2024-07-10 –, Function (4.1)
With a growing user-base, DMRjulia v1.0 is undergoing its inaugural release. This software package has been in development for a few years and has been used in previous academic publications for computations on tensor networks for strongly correlated quantum problems. We discuss new algorithms that have been developed in the software package and the interface of those access tools with hardware provided on the Digital Research Alliance of Canada. We will cover the documentation available.
Our talk will cover introductory material related to the use of the DMRjulia library that is pending its v1.0 release
https://github.com/bakerte/DMRJtensor.jl
and include an existing article for beginners:
T.E. Baker, S. Desrosiers, M. Tremblay, M.P. Thompson, Méthodes de calcul avec ré́seaux de tenseurs en physique Can. J. Phys. 99, 4 (2021) [(Basic tensor network computations in physics), arxiv: 1911.11566, p. 20]
We will debut a full software tutorial for the software and cases where DMRjulia has led to new developments in modelling of quantum systems, including some that will be released around March 2024. Basic design principles that are native to Julia will be discussed with lessons and recommendations. We also hope to contribute back to the core Julia codebase with some improvements that we have identified.
Our software was optimised around a specific hardware implementation on the Digital Research Alliance of Canada’s hardware infrastructure. We will debut public interfaces to use these tools and recap lessons learned on the specific implementation of the library on hardware. We used several packages in the Julia ecosystem to accomplish the best interface possible with the best performance. Our software has been optimized to run efficiently in shared memory environments, including high-performance computing clusters. We will demonstrate results and recap lessons learned in improving performance by utilizing parallelism in background libraries and tuning parameters for a given computing environment.
The core of the software package is available online under the DMRJtensor package, but the v1.0 release (scheduled for May) and some helper tools (scheduled for June) will be made available concurrent with some ongoing academic research. We will also cover any new developments with these new capabilities and ways in which DMRjulia can be used for scientific results at the cutting edge of research.
We are grateful to the US-UK Fulbright Commission for financial support and being hosted by the University of York. This research was undertaken in part thanks to funding from the Bureau of Education and Cultural Affairs from the United States Department of State.

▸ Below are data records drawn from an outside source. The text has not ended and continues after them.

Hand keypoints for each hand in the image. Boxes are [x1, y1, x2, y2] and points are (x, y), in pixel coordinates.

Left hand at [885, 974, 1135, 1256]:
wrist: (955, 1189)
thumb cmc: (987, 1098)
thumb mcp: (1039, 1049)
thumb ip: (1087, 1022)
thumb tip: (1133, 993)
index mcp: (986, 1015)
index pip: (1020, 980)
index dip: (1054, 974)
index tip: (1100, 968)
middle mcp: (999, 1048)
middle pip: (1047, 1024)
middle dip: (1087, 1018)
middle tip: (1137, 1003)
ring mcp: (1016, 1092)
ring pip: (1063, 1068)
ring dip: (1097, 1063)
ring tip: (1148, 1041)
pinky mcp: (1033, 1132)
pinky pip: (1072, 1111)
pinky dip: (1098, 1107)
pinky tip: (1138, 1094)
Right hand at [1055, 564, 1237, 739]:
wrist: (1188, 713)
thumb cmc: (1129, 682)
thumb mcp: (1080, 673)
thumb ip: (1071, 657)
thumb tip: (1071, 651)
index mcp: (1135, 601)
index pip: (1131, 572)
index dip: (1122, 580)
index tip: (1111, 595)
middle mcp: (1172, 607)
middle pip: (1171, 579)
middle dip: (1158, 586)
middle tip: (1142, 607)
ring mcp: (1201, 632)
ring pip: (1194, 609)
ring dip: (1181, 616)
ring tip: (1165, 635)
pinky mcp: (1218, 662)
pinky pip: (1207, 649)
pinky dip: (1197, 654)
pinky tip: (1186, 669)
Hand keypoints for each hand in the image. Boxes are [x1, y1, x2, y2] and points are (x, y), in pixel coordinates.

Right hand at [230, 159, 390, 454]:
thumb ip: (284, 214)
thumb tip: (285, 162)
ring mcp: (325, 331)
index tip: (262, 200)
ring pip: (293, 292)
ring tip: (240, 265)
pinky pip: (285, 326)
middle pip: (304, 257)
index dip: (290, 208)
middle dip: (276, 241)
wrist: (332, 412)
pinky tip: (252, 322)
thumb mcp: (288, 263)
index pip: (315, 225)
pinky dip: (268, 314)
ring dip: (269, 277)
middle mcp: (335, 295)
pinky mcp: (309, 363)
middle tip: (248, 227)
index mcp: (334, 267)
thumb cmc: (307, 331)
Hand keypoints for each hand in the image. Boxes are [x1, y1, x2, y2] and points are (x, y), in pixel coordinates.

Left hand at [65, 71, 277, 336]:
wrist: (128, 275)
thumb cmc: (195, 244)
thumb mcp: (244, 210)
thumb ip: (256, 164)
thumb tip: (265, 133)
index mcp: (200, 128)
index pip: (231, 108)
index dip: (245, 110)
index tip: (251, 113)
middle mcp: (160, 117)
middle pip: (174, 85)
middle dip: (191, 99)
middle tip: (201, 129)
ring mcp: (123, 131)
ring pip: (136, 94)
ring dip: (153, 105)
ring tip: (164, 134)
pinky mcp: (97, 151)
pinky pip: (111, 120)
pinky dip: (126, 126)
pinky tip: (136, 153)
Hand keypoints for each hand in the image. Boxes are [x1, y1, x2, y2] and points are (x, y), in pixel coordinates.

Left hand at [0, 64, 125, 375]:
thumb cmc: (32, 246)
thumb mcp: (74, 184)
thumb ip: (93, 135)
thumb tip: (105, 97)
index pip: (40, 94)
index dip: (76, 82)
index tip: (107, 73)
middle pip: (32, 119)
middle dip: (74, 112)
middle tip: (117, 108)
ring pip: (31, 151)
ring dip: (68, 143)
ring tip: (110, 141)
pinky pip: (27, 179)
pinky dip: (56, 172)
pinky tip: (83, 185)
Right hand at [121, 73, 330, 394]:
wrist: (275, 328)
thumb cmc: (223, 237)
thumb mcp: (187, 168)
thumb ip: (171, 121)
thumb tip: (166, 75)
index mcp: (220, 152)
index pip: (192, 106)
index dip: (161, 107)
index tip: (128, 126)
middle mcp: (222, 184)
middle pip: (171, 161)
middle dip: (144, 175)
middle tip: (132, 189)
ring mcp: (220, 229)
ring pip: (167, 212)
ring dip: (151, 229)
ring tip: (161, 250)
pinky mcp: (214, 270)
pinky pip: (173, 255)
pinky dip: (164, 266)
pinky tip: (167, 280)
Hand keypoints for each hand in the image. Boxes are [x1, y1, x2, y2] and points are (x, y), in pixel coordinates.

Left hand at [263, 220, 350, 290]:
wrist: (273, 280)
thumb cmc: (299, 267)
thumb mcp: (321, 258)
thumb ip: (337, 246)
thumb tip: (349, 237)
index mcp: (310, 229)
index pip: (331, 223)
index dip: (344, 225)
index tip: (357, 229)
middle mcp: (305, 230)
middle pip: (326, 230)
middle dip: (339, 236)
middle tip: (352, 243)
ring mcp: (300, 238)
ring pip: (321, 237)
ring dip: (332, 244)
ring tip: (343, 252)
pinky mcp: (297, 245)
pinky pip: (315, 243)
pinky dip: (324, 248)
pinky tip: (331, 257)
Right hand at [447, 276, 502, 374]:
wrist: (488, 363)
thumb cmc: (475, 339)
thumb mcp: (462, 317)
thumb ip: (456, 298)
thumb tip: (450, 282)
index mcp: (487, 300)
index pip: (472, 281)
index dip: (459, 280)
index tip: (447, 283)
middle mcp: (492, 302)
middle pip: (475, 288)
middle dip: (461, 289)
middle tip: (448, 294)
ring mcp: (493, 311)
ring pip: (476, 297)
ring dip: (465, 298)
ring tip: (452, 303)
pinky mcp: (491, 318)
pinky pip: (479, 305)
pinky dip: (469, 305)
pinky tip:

T.E.B. graciously thanks funding provided by the postdoctoral fellowship from Institut quantique. This research was undertaken thanks in part to funding from the Canada First Research Excellence Fund (CFREF).
This research was undertaken, in part, thanks to funding from the Canada Research Chairs Program. The Chair position in the area of Quantum Computing for Modelling of Molecules and Materials is hosted by the Departments of Physics & Astronomy and of Chemistry at the University of Victoria.
This work has been supported in part by the Natural Sciences and Engineering Research Council of Canada (NSERC) under grants RGPIN-2023-05510 and DGECR-2023-00026.
This work is supported in part with support from the University of Victoria's start-up grant from the Faculty of Science.
This research was enabled in part by support provided by Research Computing Services at the University of Victoria as well as the Digital Research Alliance of Canada (alliancecan.ca).
Prof. Thomas E. Baker is the Canada Research Chair in Quantum Computing for Modelling of Molecules and Materials. He previously served as a Fulbright US Scholar in the United Kingdom at the University of York in 2021. He was the Prized Postdoctoral Researcher in Quantum Sciences and Technology at Institut quantique (Université de Sherbrooke, Québec). He has an active research interest in quantum computing, quantum algorithms, tensor network methods, and quantum chemistry. He is interested in working with people from all different backgrounds.